Bend the Arc proudly supports the “Not Free to Desist” campaign. Black Lives Matter.

Bend the Arc proudly supports the “Not Free to Desist” campaign. Black Lives Matter.

June 19, 2020

FOR IMMEDIATE RELEASE: Friday, June 19, 2020
Contact: Logan Smith, [email protected], 202-709-8825

Bend the Arc signs on to the “Not Free to Desist” campaign urging Jewish groups to support Jews of Color


Open letter asks Jewish groups to fulfill seven commitments by 2023 to address
concerns regarding racism, inequity, and inclusivity

NEW YORK -- Bend the Arc is proud to sign on to the “Not Free to Desist” open letter to Jewish organizations, which was sent this week by Jews of Color urging Jewish groups to fulfill seven commitments by 2023 to address concerns regarding racism, inequity, and inclusivity.

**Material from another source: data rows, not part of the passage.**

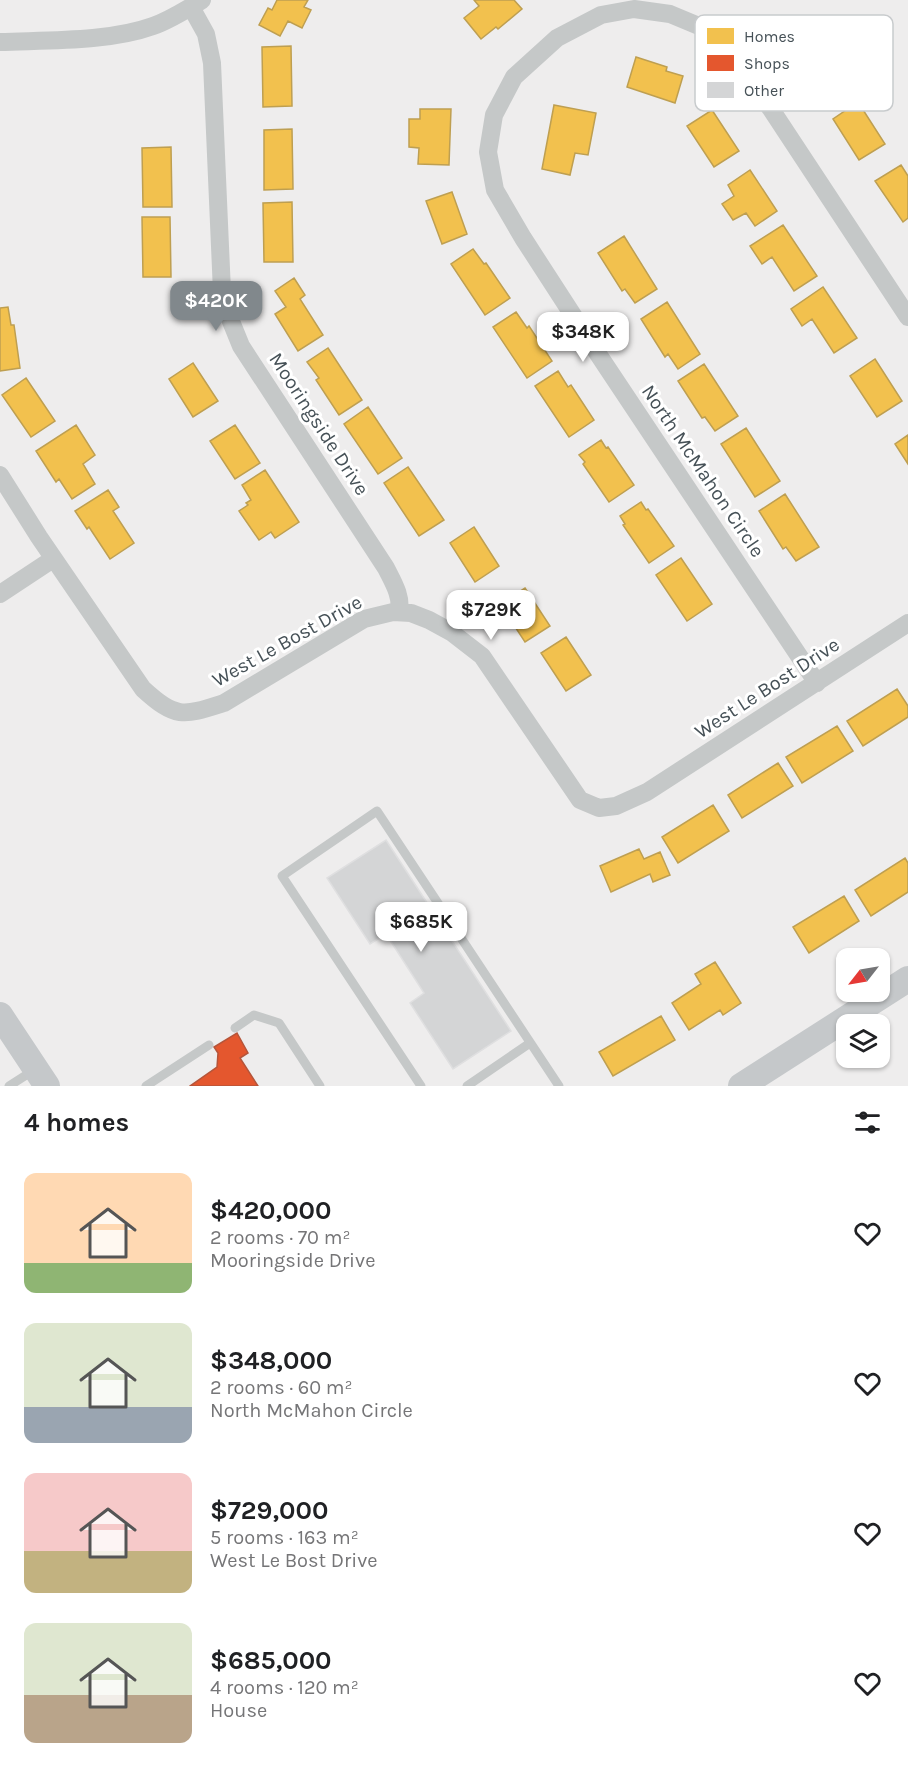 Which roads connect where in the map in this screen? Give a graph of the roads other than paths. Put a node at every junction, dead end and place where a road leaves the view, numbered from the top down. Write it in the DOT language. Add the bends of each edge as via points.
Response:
graph roads {
  1 [pos="196,3"];
  2 [pos="695,24"];
  3 [pos="0,42"];
  4 [pos="772,111"];
  5 [pos="908,317"];
  6 [pos="0,475"];
  7 [pos="53,559"];
  8 [pos="0,594"];
  9 [pos="399,612"];
  10 [pos="908,623"];
  11 [pos="817,682"];
  12 [pos="908,980"];
  13 [pos="0,1015"];
  14 [pos="235,1028"];
  15 [pos="530,1043"];
  16 [pos="209,1045"];
  17 [pos="41,1077"];
  18 [pos="150,1085"];
  19 [pos="9,1086"];
  20 [pos="320,1086"];
  21 [pos="421,1086"];
  22 [pos="467,1086"];
  23 [pos="559,1086"];
  24 [pos="741,1086"];
  1 -- 3 [label="street" via="169,20 134,32"];
  1 -- 9 [label="street, Mooringside Drive" via="212,63 222,292 228,314 241,346 386,568 398,592"];
  2 -- 11 [label="street, North McMahon Circle" via="670,14 634,9 601,15 557,38 514,76 494,115 488,152 495,190 600,357"];
  4 -- 5 [label="street, North McMahon Circle"];
  6 -- 7 [label="street, West Le Bost Drive"];
  7 -- 8 [label="street"];
  7 -- 9 [label="street, West Le Bost Drive" via="143,689 162,706 181,713 224,703 364,619"];
  9 -- 11 [label="street, West Le Bost Drive" via="411,612 429,620 482,656 580,800 599,808 616,806 647,792"];
  10 -- 11 [label="street, West Le Bost Drive"];
  12 -- 24 [label="street"];
  13 -- 17 [label="street"];
  14 -- 20 [label="lane" via="254,1016 279,1023"];
  15 -- 21 [label="lane" via="377,811 282,876"];
  15 -- 22 [label="lane"];
  15 -- 23 [label="lane"];
  16 -- 18 [label="lane"];
  17 -- 19 [label="lane"];
} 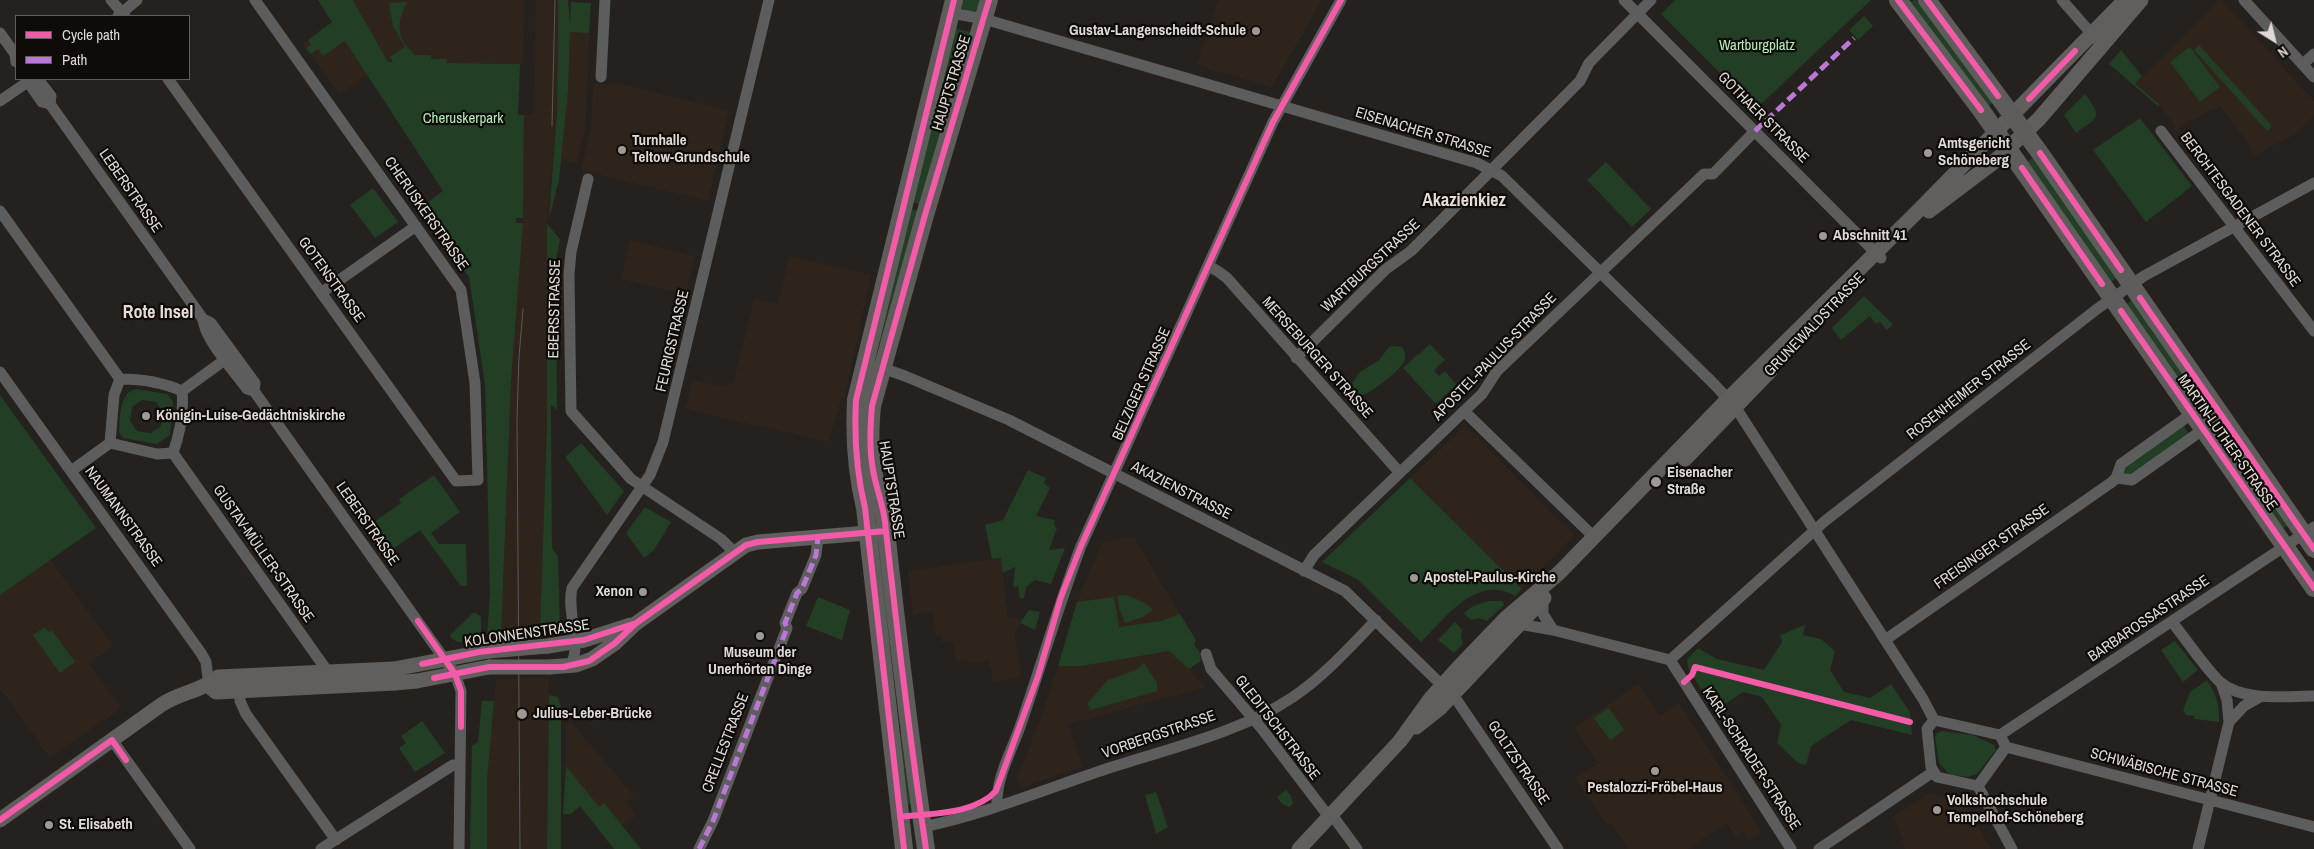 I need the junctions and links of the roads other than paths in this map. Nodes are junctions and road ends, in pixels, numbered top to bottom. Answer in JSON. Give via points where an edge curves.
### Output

“Bend the Arc is proud to join the Not Free to Desist campaign’s call to re-imagine our sacred covenant to one another and to our collective future,” said Stosh Cotler, CEO of Bend the Arc: Jewish Action. “We are committed to building a loving, liberated, and anti-racist Jewish community that affirms that Black Lives Matter — and that starts by living our values as an organization.”

“In this moment, we are being called as a country to rewrite our social contract and dismantle centuries old structures of white supremacy that oppress Black people daily,” continued Cotler. “For our multi-racial Jewish community to be fully committed to Black lives and Black liberation, including for Black Jews, we must also look inward and reimagine our communal obligations to each other. Bend the Arc has been committed to pursuing racial equity both internally and externally as an organization, and we are resolved to deepening our commitment through the Not Free to Desist project.”

The seven commitments included in the Not Free to Desist open letter include the following:

  1. Explicitly endorse that Black Lives Matter
  2. Establish racial justice and social equity as an explicit pillar of your organization
  3. Commit to explicit intersectional anti-racist and inclusive hiring and compensation practices
  4. Commit to anti-racist educational initiatives, curriculums and frameworks
  5. Invest in JOC and POC leadership development
  6. Create a robust list of racial justice, equity, and inclusion requirements that all grantees receiving Jewish institutional funding must adhere to
  7. Engage in the development of a fully funded initiative to assist in our communal accountability

“Judaism is predicated on a covenant which outlines the holy obligations we hold to one another as members of a community with a collective purpose,” the letter reads. “Our covenants remind us that those with power have an obligation to empower those with less and remind us that those with freedom have an obligation to help free those who are without. When we honor our commitment to each other then our communities will flourish with rain at its proper time, grain, wine, oil, and grass in our fields. When we do not fully commit, we risk the future of our very community.”

“Signing this letter is both a reflection of the work we have already done within our organization, and a commitment to deepening our goals for race equity,” added Cotler. “Bend the Arc has long fought for racial justice in our public campaigns, from supporting Black Lives Matter in 2015, to advocating for structural reforms to policing and criminal justice on the state and national level, to winning victories to reduce mass incarceration in California.”

Over the past several years, Bend the Arc has dramatically increased our commitment to racial equity in our organization, on our staff and board, and through leadership development for Jews of Color, training and political education for our field, and centering our commitments to racial justice in all of our work. Currently, 28% of our C3 board are People of Color (including 24% Jews of Color), and 24% of staff are POC (including 20% Jews of Color).

In 2015, our flagship Selah Leadership Program became dedicated to supporting the leadership of Jews of Color — and the third JOC cohort just completed the program. And in August, we are launching Project Shamash: Sparking the Leadership of East Bay Jews of Color, a three-year pilot project that will build JOC-led and JOC-oriented programming in the East Bay Area in California; identify and support JOC leaders who wish to serve Jewish institutions in staff or lay leadership positions; and help Jewish organizations become spaces where JOC can thrive and lead.

The “Not Free to Desist” open letter — online at www.notfreetodesist.org — was written by Lindsey Newman, Aaron Samuels, and Rachel Sumekh, all three are alumni of Cohort 14 of Bend the Arc’s Selah Leadership Program, and has been co-signed by over 110 people representing organizations, and over 1,800 individual Black Jews, Non-Black Jews of Color, and allies.